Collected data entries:
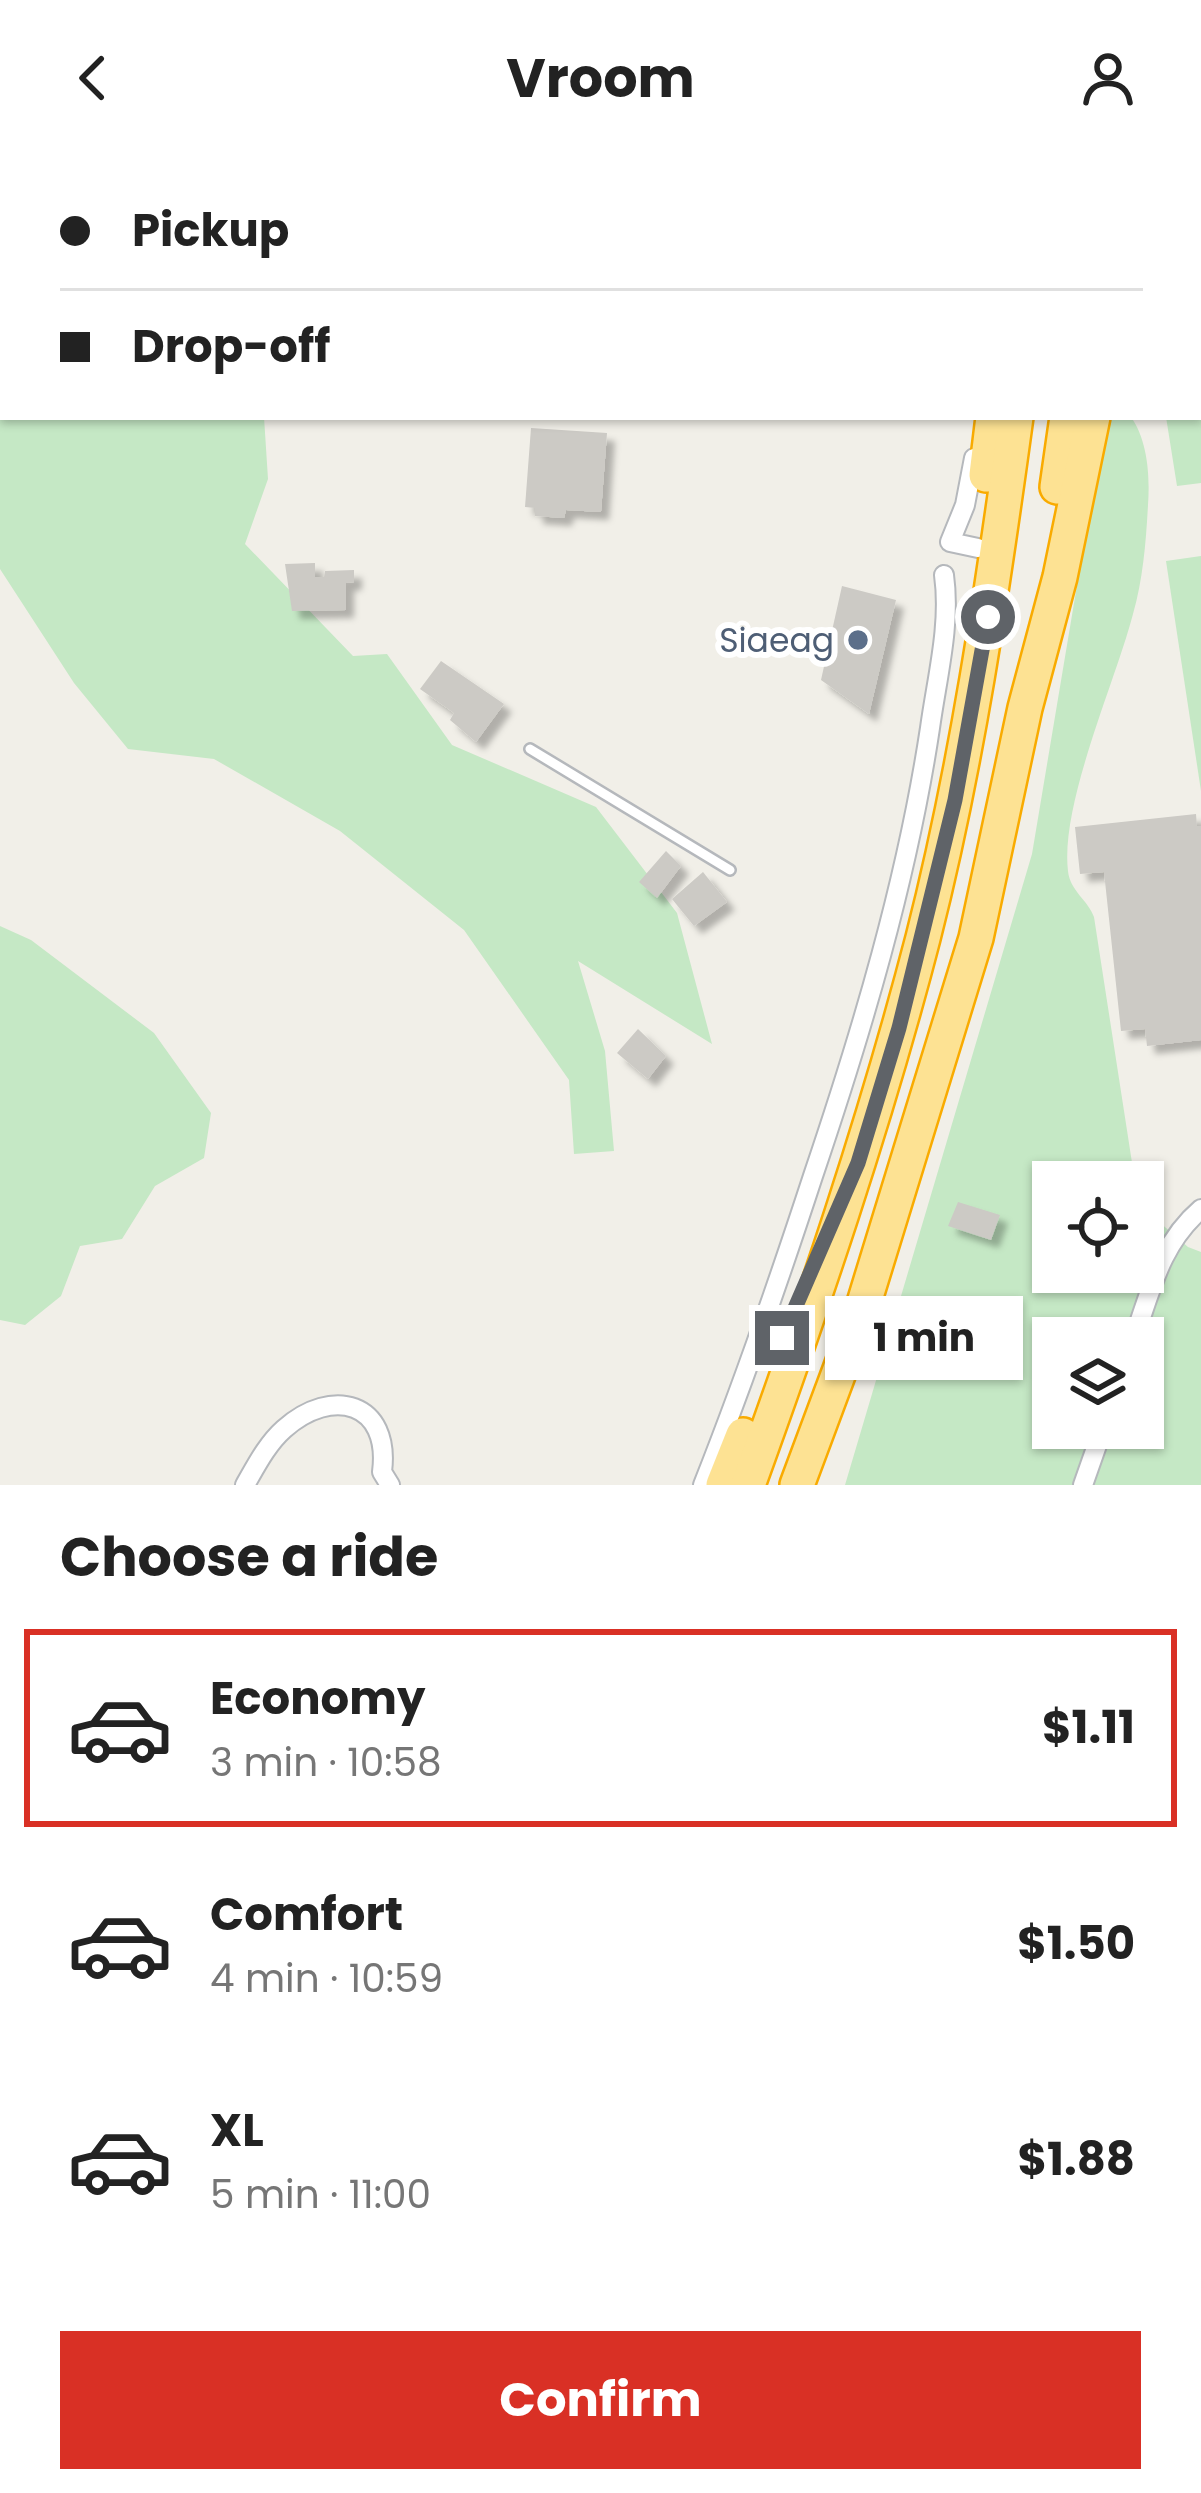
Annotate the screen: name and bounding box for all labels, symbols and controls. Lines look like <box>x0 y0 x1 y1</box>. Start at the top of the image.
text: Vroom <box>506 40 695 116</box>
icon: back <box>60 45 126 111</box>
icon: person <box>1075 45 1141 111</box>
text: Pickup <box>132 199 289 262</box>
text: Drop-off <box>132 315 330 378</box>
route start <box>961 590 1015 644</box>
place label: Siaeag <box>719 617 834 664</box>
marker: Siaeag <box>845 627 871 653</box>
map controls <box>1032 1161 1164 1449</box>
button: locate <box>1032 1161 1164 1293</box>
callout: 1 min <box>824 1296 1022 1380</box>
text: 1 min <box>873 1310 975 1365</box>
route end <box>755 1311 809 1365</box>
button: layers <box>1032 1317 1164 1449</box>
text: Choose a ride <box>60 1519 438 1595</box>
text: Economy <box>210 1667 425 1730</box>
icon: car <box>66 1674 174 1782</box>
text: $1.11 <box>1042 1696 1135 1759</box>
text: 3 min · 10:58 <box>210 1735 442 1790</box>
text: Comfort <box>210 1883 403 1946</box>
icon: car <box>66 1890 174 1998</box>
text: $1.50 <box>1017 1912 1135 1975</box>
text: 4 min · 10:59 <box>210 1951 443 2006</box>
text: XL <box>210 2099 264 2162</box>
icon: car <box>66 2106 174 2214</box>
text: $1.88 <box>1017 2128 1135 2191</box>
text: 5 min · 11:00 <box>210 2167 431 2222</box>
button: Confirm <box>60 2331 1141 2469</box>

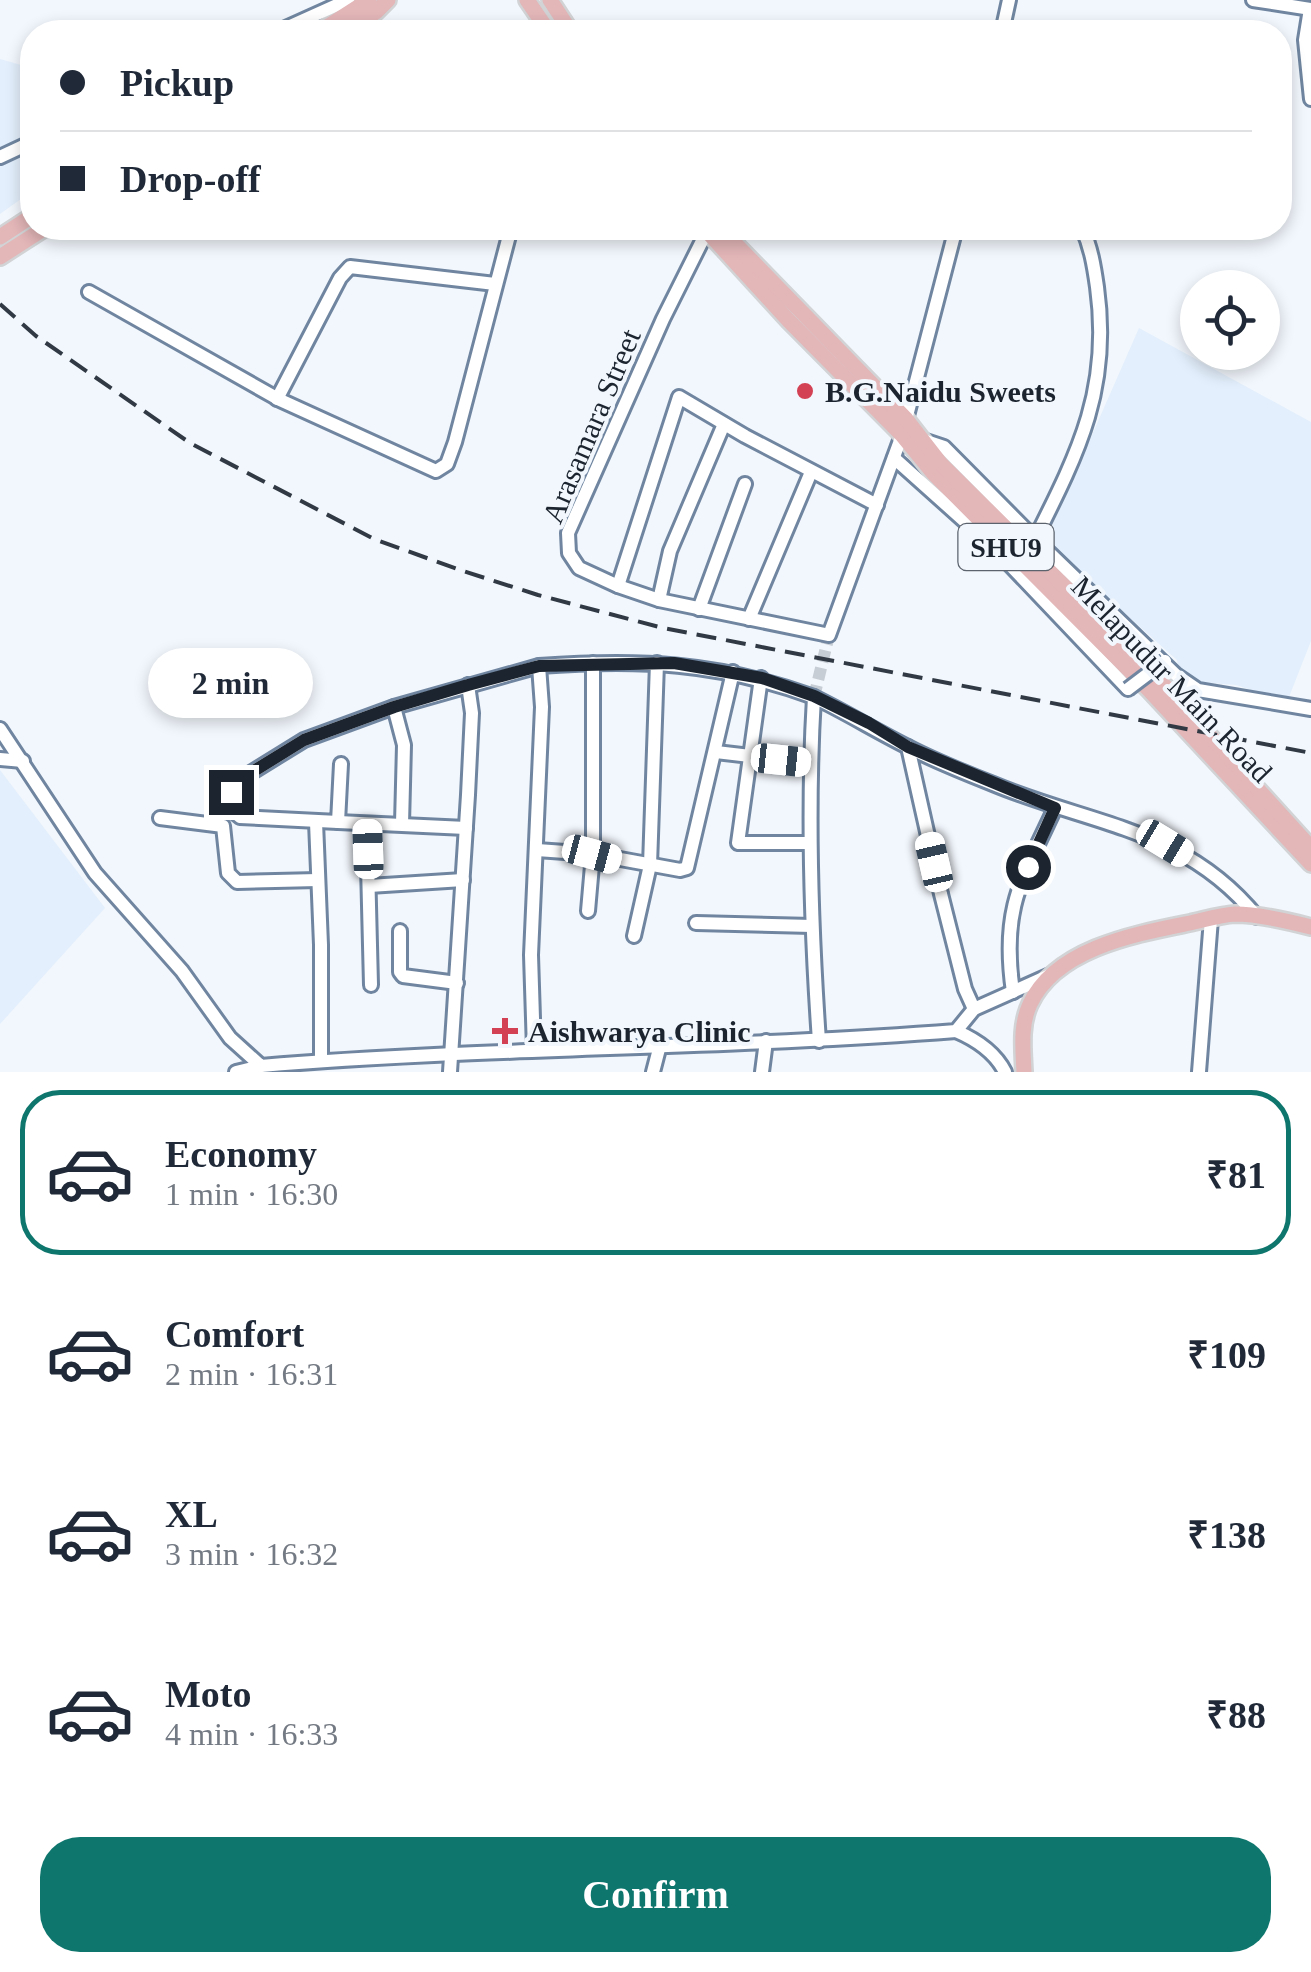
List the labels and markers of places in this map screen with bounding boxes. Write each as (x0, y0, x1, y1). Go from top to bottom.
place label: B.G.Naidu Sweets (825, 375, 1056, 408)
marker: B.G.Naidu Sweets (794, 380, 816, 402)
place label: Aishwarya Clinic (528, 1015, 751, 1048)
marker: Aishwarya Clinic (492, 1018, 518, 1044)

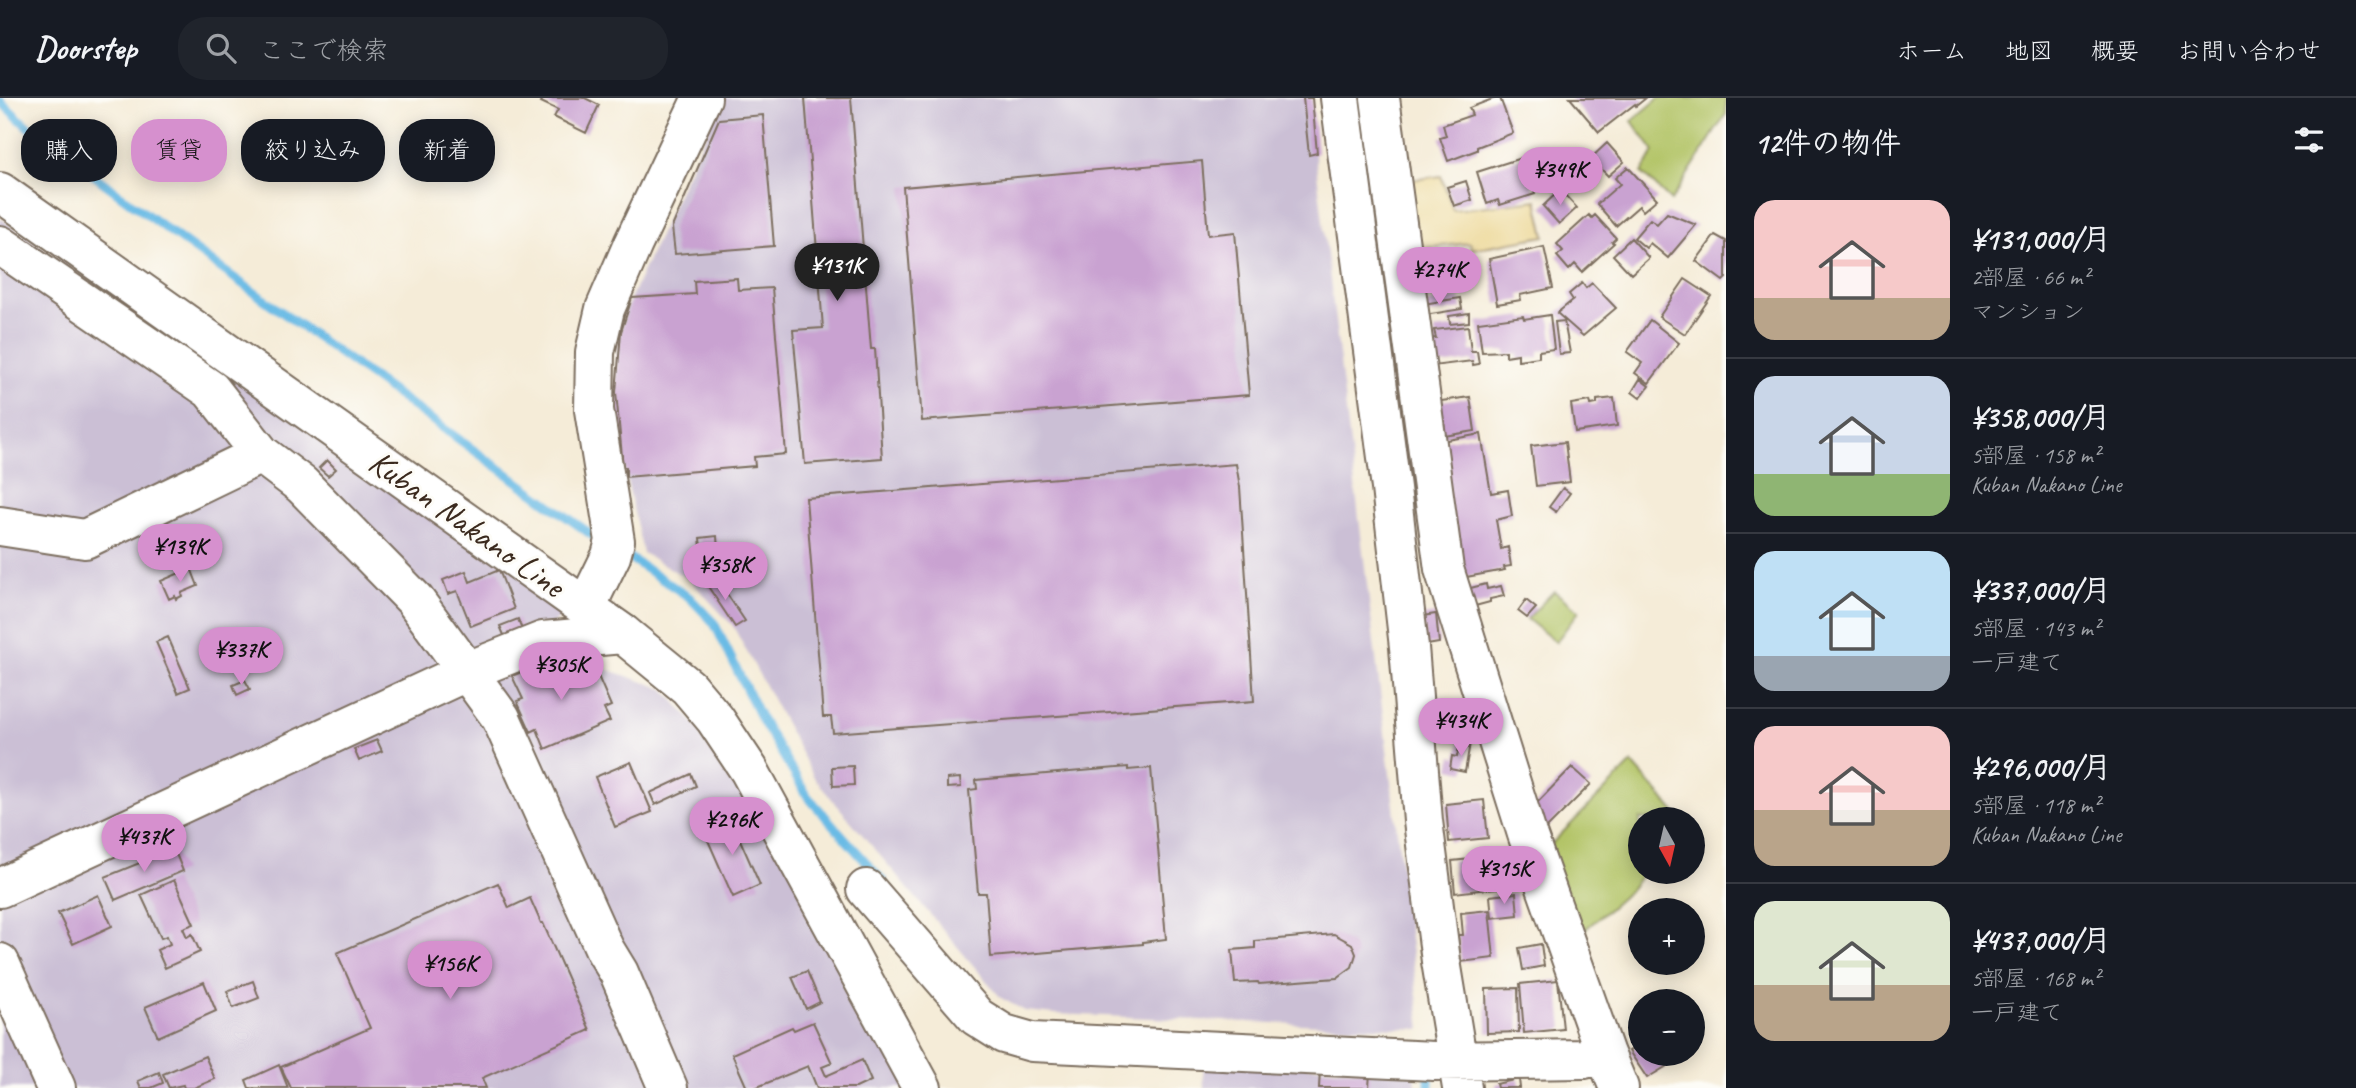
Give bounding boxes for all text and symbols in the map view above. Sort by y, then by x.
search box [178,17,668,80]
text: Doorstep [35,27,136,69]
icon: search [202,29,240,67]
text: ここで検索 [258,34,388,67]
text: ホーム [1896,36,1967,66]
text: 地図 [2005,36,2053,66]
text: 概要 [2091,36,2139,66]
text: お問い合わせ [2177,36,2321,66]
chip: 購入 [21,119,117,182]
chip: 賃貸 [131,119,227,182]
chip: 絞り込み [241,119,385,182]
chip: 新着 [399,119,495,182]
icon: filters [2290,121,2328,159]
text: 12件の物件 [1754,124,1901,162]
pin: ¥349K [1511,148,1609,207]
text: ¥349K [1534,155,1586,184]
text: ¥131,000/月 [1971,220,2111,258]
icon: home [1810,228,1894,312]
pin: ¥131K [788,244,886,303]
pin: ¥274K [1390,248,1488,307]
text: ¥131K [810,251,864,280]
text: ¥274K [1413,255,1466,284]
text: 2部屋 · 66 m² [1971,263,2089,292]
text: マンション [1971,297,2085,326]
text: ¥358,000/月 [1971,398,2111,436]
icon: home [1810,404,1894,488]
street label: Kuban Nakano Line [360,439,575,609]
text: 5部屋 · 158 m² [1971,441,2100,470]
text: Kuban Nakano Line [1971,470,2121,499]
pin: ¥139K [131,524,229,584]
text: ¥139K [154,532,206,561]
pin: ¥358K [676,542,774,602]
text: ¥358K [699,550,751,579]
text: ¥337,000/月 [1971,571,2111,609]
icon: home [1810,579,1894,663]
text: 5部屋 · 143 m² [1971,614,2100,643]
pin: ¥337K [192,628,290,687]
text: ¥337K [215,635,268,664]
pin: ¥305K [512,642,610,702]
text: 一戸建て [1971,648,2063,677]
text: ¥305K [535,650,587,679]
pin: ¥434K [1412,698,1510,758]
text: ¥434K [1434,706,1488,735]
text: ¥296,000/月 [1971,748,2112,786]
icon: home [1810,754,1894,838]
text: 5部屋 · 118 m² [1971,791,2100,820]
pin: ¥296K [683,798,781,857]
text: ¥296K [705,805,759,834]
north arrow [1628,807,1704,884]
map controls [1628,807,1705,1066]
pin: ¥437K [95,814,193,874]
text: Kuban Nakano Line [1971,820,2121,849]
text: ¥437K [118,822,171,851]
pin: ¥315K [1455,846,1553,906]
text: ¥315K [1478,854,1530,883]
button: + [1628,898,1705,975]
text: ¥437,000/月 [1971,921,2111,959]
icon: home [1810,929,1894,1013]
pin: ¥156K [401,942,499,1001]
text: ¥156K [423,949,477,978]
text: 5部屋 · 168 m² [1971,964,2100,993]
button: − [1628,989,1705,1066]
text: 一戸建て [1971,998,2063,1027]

__WHAT TO WORK ON__:
If a line above holds the string "home", copy it out.

__ANSWER SECTION__:
icon: home [1810,228,1894,312]
icon: home [1810,404,1894,488]
icon: home [1810,579,1894,663]
icon: home [1810,754,1894,838]
icon: home [1810,929,1894,1013]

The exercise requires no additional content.